As I got older, many things changed. My environment, my living space, my family and friends.. I moved three times within a couple years and by the time my family settled down for good, I had been through 5 different schools. Of course, the amount of stress this has on a young child is immeasurable, and I started to lose touch with those key traits of mine. I believe that having to re-establish my friend-groups numerous times sort of forced me to develop a ‘short-cut’ to doing so. I watched the types of girls that always had a lot of friends and began to pick up on their mannerisms. I quieted the bubbly child I was and became someone colder. I recall a music project I worked on in 5th grade– It was meant to be my first ‘real’ presentation. I worked for hours with supervision from my parents, making it look nice and neat. And when everyone was through with giving their presentations, my class received their appropriate scores– all except for one girl, Maddelyn, who was given an F for plagiarism. Now, this was some serious drama for a handful of 5th graders. Everyone was talking about her scandalous project; this came as quite a shock to me, as I had spent so much time and effort on mine. Later that day, I was washing my hands in the bathroom when I turned to my friend Brianna and blurted out “Can you believe Maddy cheated?” My blood ran cold as I heard shuffling in one of the stalls.. My first memorable encounter with ‘Instant Karma’. Out walked Maddelyn, her face red and puffy from crying. I turned back to the sink in horror as she rushed out of the bathroom. I will never forget the way Brianna looked at me before leaving as well. In that moment, I wondered why I had said that. I was sick to my stomach just imagining the way Maddy must’ve felt. This changed everything for me, I believe it was the first time I really took a look at myself and decided that I needed to be better. I apologized to Maddelyn and started becoming more conscious of the things I said and how they affected people. I recalled the creative, empathetic and accepting person I had been as a (younger) child, and decided then and there that I was going to be that way again. 

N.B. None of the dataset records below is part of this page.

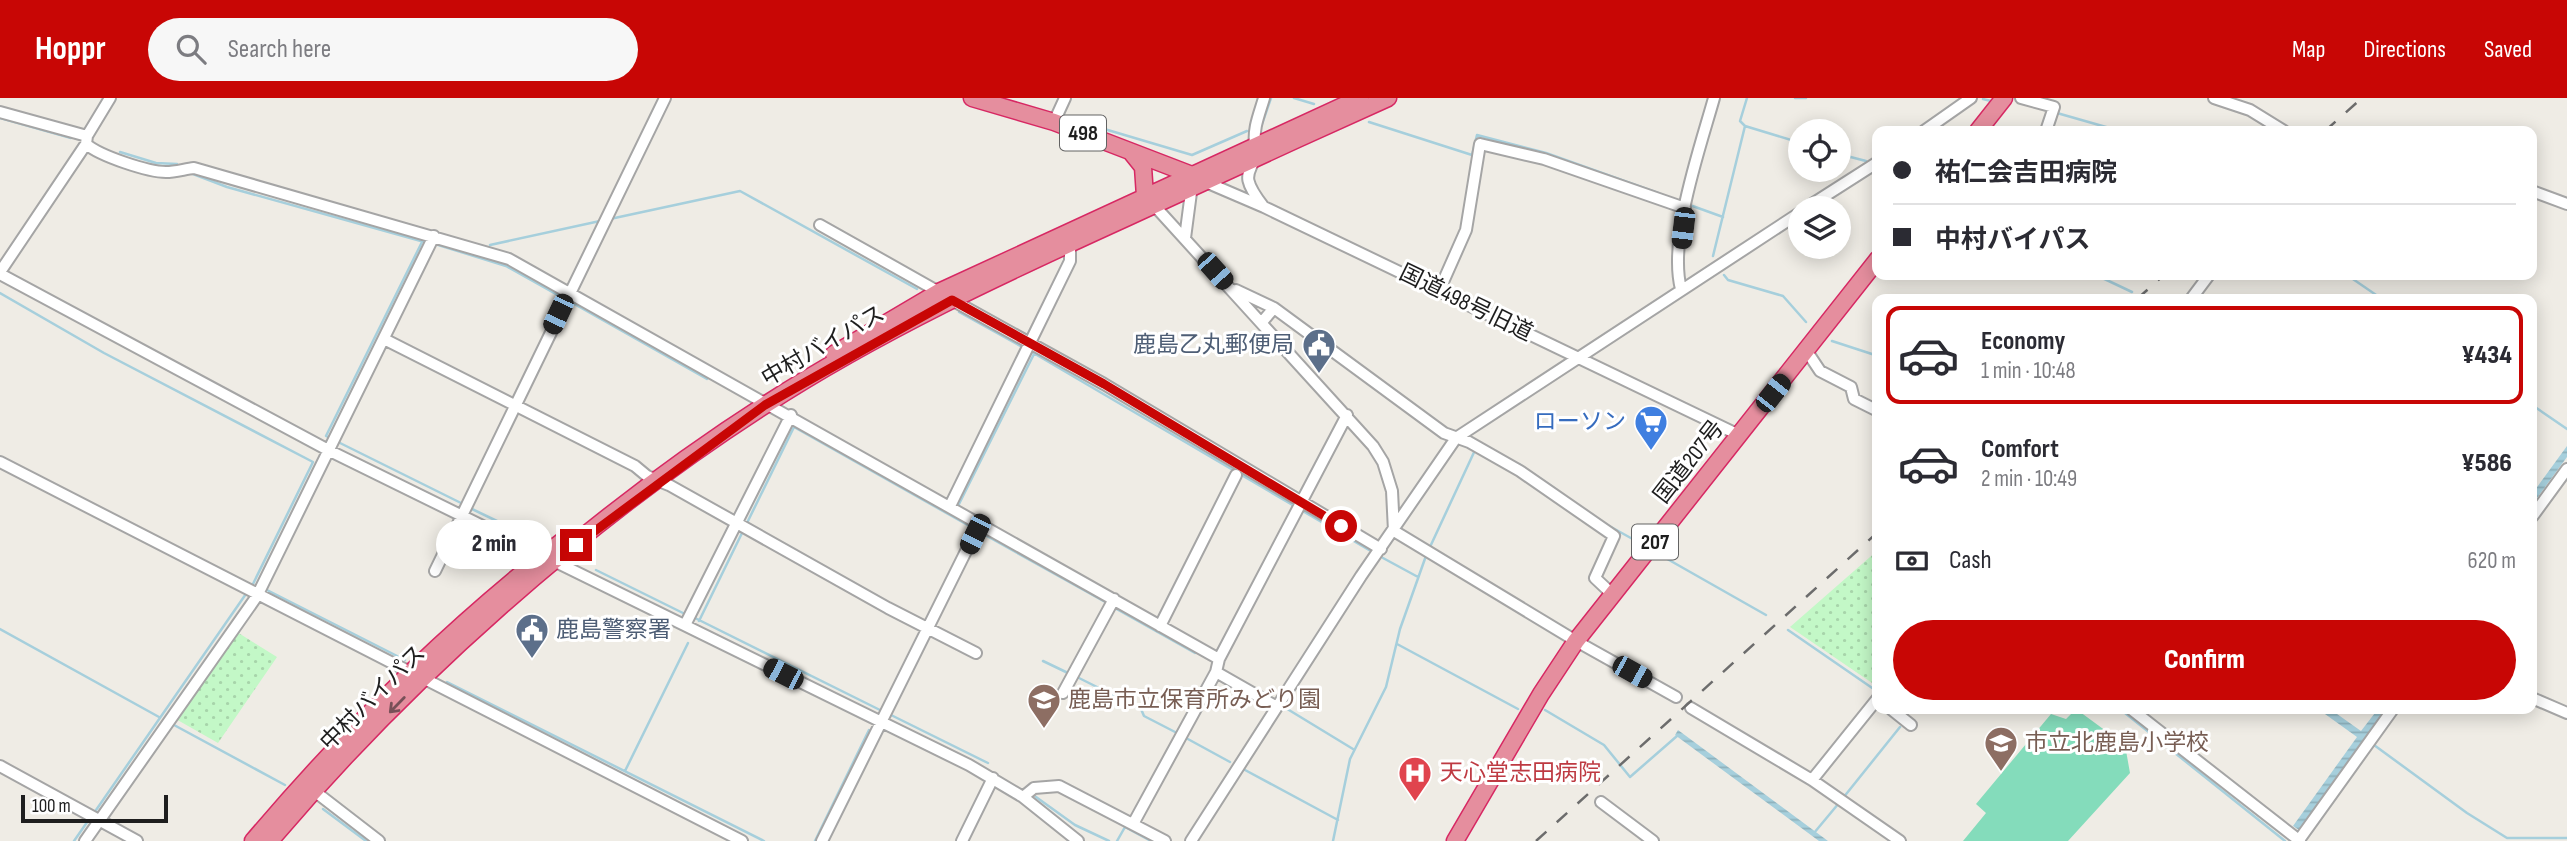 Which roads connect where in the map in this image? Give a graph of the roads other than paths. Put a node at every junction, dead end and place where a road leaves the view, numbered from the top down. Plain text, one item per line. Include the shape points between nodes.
1 (110, 98) edge
2 (665, 98) edge
3 (972, 98) edge
4 (1065, 98) edge
5 (1264, 98) edge
6 (1360, 98) edge
7 (1388, 98) edge
8 (1714, 98) edge
9 (1971, 98) edge
10 (2004, 98) edge
11 (2021, 98) edge
12 (2214, 98) edge
13 (0, 112) edge
14 (1054, 122) junction
15 (1931, 126) edge
16 (1982, 126) edge
17 (2048, 126) edge
18 (2276, 126) edge
19 (87, 140) junction
20 (1131, 152) junction
21 (1254, 153) junction
22 (1872, 166) edge
23 (1196, 181) junction
24 (2537, 193) edge
25 (1825, 196) edge
26 (1150, 201) junction
27 (1686, 203) junction
28 (2567, 204) edge
29 (1264, 207) junction
30 (1788, 220) edge
31 (820, 225) dead end
32 (434, 236) junction
33 (1070, 237) junction
34 (1185, 238) junction
35 (1872, 267) edge
36 (0, 273) edge
37 (1230, 288) junction
38 (1681, 289) junction
39 (1439, 290) junction
40 (569, 292) junction
41 (945, 296) junction
42 (1274, 308) junction
43 (1262, 321) junction
44 (384, 340) junction
45 (1030, 344) junction
46 (1806, 350) junction
47 (1578, 357) junction
48 (761, 402) junction
49 (515, 405) junction
50 (1872, 408) edge
51 (791, 415) junction
52 (1347, 415) junction
53 (1739, 435) junction
54 (1456, 438) junction
55 (333, 444) junction
56 (0, 461) edge
57 (2567, 469) edge
58 (1236, 475) dead end
59 (653, 478) junction
60 (1392, 491) junction
61 (1413, 501) junction
62 (950, 506) junction
63 (1299, 506) junction
64 (465, 509) junction
65 (2537, 510) edge
66 (736, 523) junction
67 (977, 528) junction
68 (1394, 531) junction
69 (1381, 549) junction
70 (549, 558) junction
71 (435, 571) dead end
72 (1612, 594) junction
73 (257, 596) junction
74 (1114, 599) junction
75 (688, 619) junction
76 (1160, 625) junction
77 (928, 628) junction
78 (1576, 641) junction
79 (976, 653) dead end
80 (1219, 659) junction
81 (1216, 672) junction
82 (417, 675) junction
83 (1063, 693) dead end
84 (1676, 697) dead end
85 (2537, 700) edge
86 (1872, 705) edge
87 (1277, 707) junction
88 (1691, 708) dead end
89 (2567, 712) edge
90 (1897, 714) edge
91 (2136, 714) edge
92 (2389, 714) edge
93 (881, 722) junction
94 (1911, 725) dead end
95 (0, 766) edge
96 (993, 778) junction
97 (1812, 780) junction
98 (313, 790) junction
99 (1023, 797) junction
100 (1601, 802) dead end
101 (99, 821) junction
102 (1133, 824) junction
103 (2300, 840) edge
104 (85, 841) edge
105 (137, 841) edge
106 (253, 841) edge
107 (270, 841) edge
108 (379, 841) edge
109 (742, 841) edge
110 (822, 841) edge
111 (962, 841) edge
112 (1078, 841) edge
113 (1165, 841) edge
114 (1191, 841) edge
115 (1455, 841) edge
116 (1653, 841) edge
117 (1900, 841) edge

1 - 19 street
2 - 40 street
3 - 14 highway, 498
4 - 14 street
5 - 21 street via 1252,137
6 - 21 highway, 中村バイパス
7 - 21 highway, 中村バイパス
8 - 27 street
9 - 15 street
10 - 16 highway
11 - 17 street via 2054,107
12 - 18 street via 2250,110
13 - 19 street
14 - 20 highway, 498
19 - 32 street via 110,157 164,172 194,168
19 - 36 street
20 - 23 highway, 498
20 - 26 highway via 1143,167
21 - 23 highway, 中村バイパス
21 - 29 street via 1247,178
22 - 25 street
23 - 26 highway, 中村バイパス
23 - 29 street, 国道498号旧道
23 - 34 street
24 - 28 street
26 - 33 highway, 中村バイパス
26 - 34 street
27 - 38 street via 1678,267
27 - 39 street via 1480,144 1466,230
29 - 39 street, 国道498号旧道
30 - 38 street
31 - 41 street
32 - 40 street via 509,259
32 - 44 street
33 - 41 highway, 中村バイパス
33 - 45 street via 1070,261
34 - 37 street
35 - 46 highway, 国道207号 / 207
36 - 55 street
37 - 42 street
37 - 43 street
38 - 47 street
39 - 47 street, 国道498号旧道
40 - 48 street
40 - 49 street
41 - 45 street
41 - 48 highway, 中村バイパス
42 - 43 street
42 - 54 street
43 - 52 street
44 - 49 street
44 - 55 street
45 - 62 street
45 - 63 street via 1104,384
46 - 50 street via 1820,371 1852,387 1854,399
46 - 53 highway, 国道207号 / 207
47 - 53 street, 国道498号旧道
47 - 54 street
48 - 51 street
48 - 59 highway, 中村バイパス
49 - 59 street
49 - 64 street
51 - 62 street
51 - 66 street
52 - 60 street via 1383,462
52 - 63 street
53 - 72 highway, 国道207号 / 207
54 - 61 street
54 - 72 street via 1520,471 1614,536 1595,578
55 - 64 street
55 - 73 street
56 - 73 street
57 - 65 street
58 - 76 street
59 - 66 street
59 - 70 highway, 中村バイパス
60 - 61 street
60 - 68 street
61 - 68 street
62 - 67 street
63 - 69 street
63 - 80 street
64 - 70 street
64 - 71 street
66 - 75 street
66 - 77 street
67 - 74 street
67 - 77 street
68 - 69 street
68 - 78 street
69 - 87 street
70 - 75 street
70 - 82 highway, 中村バイパス
72 - 78 highway, 国道207号 / 207
73 - 82 street
73 - 101 street
74 - 76 street
74 - 83 street
75 - 93 street
76 - 80 street
77 - 79 street
77 - 93 street
78 - 84 street
78 - 115 highway, 国道207号 / 207
80 - 81 street
81 - 87 street
81 - 102 street
82 -> 98 highway, 中村バイパス
82 - 106 highway, 中村バイパス via 300,786
82 - 109 street
85 - 89 street
86 - 97 street
87 - 114 street
88 - 97 street
90 - 94 street
91 - 103 street
92 - 103 street
93 - 96 street
93 - 110 street
95 - 101 street
96 - 99 street
96 - 111 street
97 - 117 street
98 - 107 highway, 中村バイパス
98 - 108 street
99 - 102 street via 1034,788 1059,786
99 - 112 street
100 - 116 street
101 - 104 street
101 - 105 street
102 - 113 street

Taking a moment to reflect on my actions in elementary school made me a better person today because it gave me the opportunity to put myself in other people’s positions and reestablish a sense of empathy in my life. Prior to that moment, I had been falling into a routine I adopted that helped me get by in a relatively unstable and ever-changing environment. I had forgotten the person I had been before experiencing the school systems. When I finally took a minute to think about the way I had been going about my life and how that may be affecting others, I made a decision to start doing things differently. 

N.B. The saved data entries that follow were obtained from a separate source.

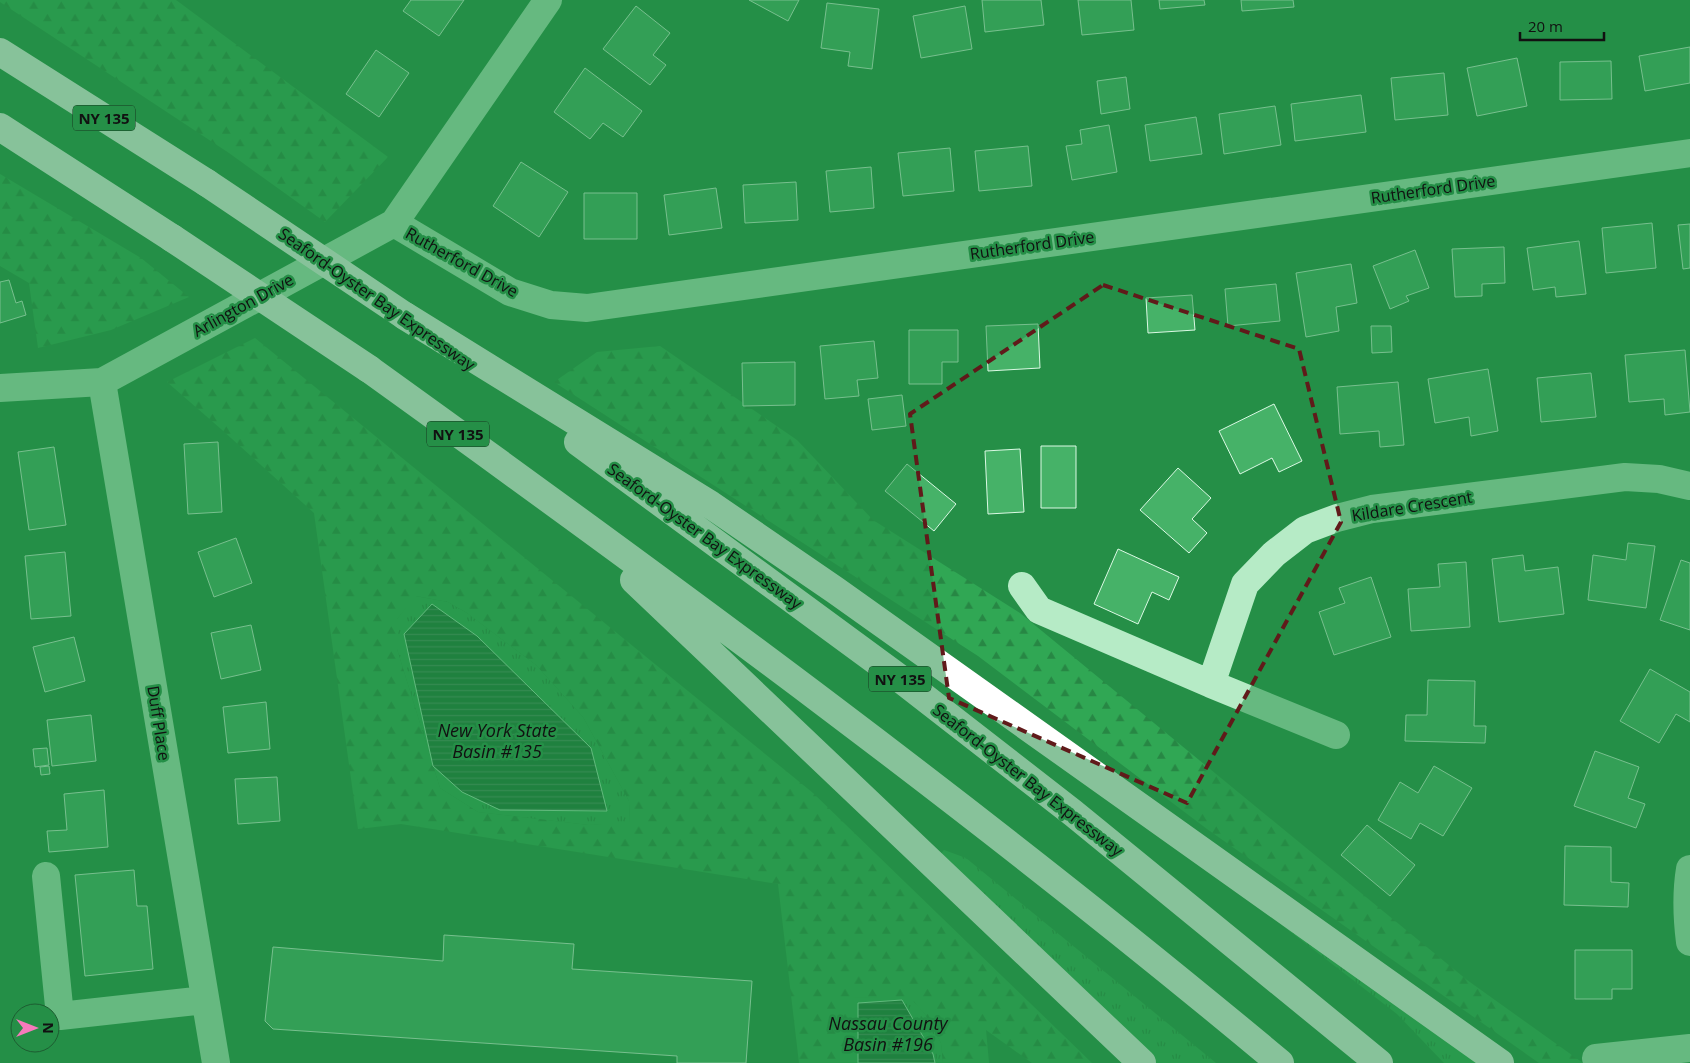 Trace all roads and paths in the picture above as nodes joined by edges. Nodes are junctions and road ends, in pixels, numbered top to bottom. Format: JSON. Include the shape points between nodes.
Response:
{"nodes":[{"id":1,"x":548,"y":0,"type":"edge"},
{"id":2,"x":0,"y":52,"type":"edge"},
{"id":3,"x":0,"y":127,"type":"edge"},
{"id":4,"x":1690,"y":153,"type":"edge"},
{"id":5,"x":394,"y":223,"type":"junction"},
{"id":6,"x":405,"y":316,"type":"junction"},
{"id":7,"x":102,"y":382,"type":"junction"},
{"id":8,"x":0,"y":388,"type":"edge"},
{"id":9,"x":1690,"y":486,"type":"edge"},
{"id":10,"x":547,"y":498,"type":"junction"},
{"id":11,"x":1022,"y":586,"type":"dead end"},
{"id":12,"x":1211,"y":684,"type":"junction"},
{"id":13,"x":1336,"y":735,"type":"dead end"},
{"id":14,"x":1690,"y":869,"type":"edge"},
{"id":15,"x":46,"y":876,"type":"dead end"},
{"id":16,"x":1690,"y":942,"type":"edge"},
{"id":17,"x":205,"y":1000,"type":"junction"},
{"id":18,"x":1690,"y":1048,"type":"edge"},
{"id":19,"x":1596,"y":1058,"type":"dead end"},
{"id":20,"x":216,"y":1063,"type":"edge"},
{"id":21,"x":1142,"y":1063,"type":"edge"},
{"id":22,"x":1280,"y":1063,"type":"edge"},
{"id":23,"x":1378,"y":1063,"type":"edge"},
{"id":24,"x":1500,"y":1063,"type":"edge"}],
"edges":[{"from":1,"to":5,"type":"street","name":"Arlington Drive"},
{"from":2,"to":6,"type":"highway","name":"Seaford-Oyster Bay Expressway","number":"NY 135","bridge":true,"via":[[207,183]]},
{"from":3,"to":10,"type":"highway","number":"NY 135","bridge":true,"via":[[369,369]]},
{"from":4,"to":5,"type":"street","name":"Rutherford Drive","via":[[587,308],[551,305],[510,292]]},
{"from":5,"to":7,"type":"street","name":"Arlington Drive"},
{"from":6,"to":23,"type":"highway","name":"Seaford-Oyster Bay Expressway","number":"NY 135","via":[[898,677],[1073,813]]},
{"from":6,"to":24,"type":"highway","via":[[711,506],[835,590]]},
{"from":7,"to":8,"type":"street","name":"Arlington Drive"},
{"from":7,"to":17,"type":"street","name":"Duff Place"},
{"from":9,"to":12,"type":"street","name":"Kildare Crescent","via":[[1659,479],[1625,477],[1372,509],[1305,530],[1274,554],[1245,584]]},
{"from":10,"to":21,"type":"highway"},
{"from":10,"to":22,"type":"highway","number":"NY 135","via":[[899,759],[1040,868]]},
{"from":11,"to":12,"type":"street","via":[[1039,610]]},
{"from":12,"to":13,"type":"street"},
{"from":14,"to":16,"type":"street","via":[[1687,918]]},
{"from":15,"to":17,"type":"street","via":[[60,1016]]},
{"from":17,"to":20,"type":"street","name":"Duff Place"},
{"from":18,"to":19,"type":"street"}]}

Unfortunately, kids who might find themselves in the same position as myself might not have had the same earth-shattering realization as I did. There are kids who thrive in these environments– they put others down to seem cool in the eyes of their peers or feel good about themselves because this is the ‘short-cut’ to making friends. This issue is recognized in the school districts as well; systems and tools such as Swap your Lunch Table Day and Buddy Benches are put into place to encourage students to make connections and be friendlier to one another. Take a moment and think back to your own high school experience. Were the kids that were considered popular particularly nice or inclusive? If your experience was similar to mine, the answer is most likely no. Most of the time, these kids are becoming popular at the expense of others without even realizing it. It is a learned behavior that most kids utilize in the dog-eat-dog environment the school systems (perhaps unintentionally) promote. 

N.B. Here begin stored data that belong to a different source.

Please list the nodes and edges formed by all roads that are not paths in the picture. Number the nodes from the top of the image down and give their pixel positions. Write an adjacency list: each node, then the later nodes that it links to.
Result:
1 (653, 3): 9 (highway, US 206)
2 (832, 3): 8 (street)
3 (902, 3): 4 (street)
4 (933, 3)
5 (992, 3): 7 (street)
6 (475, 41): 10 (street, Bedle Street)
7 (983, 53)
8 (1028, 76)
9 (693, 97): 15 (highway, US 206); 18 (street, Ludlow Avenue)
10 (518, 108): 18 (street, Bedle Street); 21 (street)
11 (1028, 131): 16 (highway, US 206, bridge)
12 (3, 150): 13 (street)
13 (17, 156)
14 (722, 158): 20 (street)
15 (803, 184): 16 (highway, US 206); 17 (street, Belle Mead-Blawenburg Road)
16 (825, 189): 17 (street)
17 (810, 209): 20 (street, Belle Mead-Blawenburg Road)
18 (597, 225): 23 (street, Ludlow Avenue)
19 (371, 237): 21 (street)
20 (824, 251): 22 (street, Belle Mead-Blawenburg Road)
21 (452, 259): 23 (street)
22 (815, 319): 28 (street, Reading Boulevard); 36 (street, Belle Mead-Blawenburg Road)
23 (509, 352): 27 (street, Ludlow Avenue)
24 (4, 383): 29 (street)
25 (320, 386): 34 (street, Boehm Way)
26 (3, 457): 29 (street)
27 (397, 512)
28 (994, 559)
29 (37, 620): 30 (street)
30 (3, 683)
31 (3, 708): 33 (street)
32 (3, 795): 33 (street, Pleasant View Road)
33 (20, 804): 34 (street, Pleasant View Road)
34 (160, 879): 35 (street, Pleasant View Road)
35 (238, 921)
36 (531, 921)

These toxic school environments not only make it difficult for the afflicted students to succeed academically, but may even result in long-term mental health disorders. If these types of social conditions were obliterated, I’d imagine that the well-known sense of dread before the start of school each morning (although may not disappear completely) would become less intense. We’d see an increase in attendance, friendlier social interactions among students, and in the long term, an uptick in good grades. If students were more inclusive and willing to reach out to their peers, we might experience more diverse congregations of friends, an increase in naturally empathetic interactions, less bullying situations, and a decrease in circumstances involving threats, fighting and student-derived gun violence. However, I may be over-simplifying this issue. It would be beyond challenging to confront each and every student on an individual level and instill this behavioral change into their lives. This hierarchical cycle is a complex problem that is not only prevalent within schools, but in businesses, competitive sports, social media, politics, etc. It is unfair to expect all children to exhibit empathy and selflessness when our own society thrives on bias, competition, and an unfair ranking system that can only be overcome by rich, white, cis-gendered, heterosexual men– a small fraction of our insanely diverse population.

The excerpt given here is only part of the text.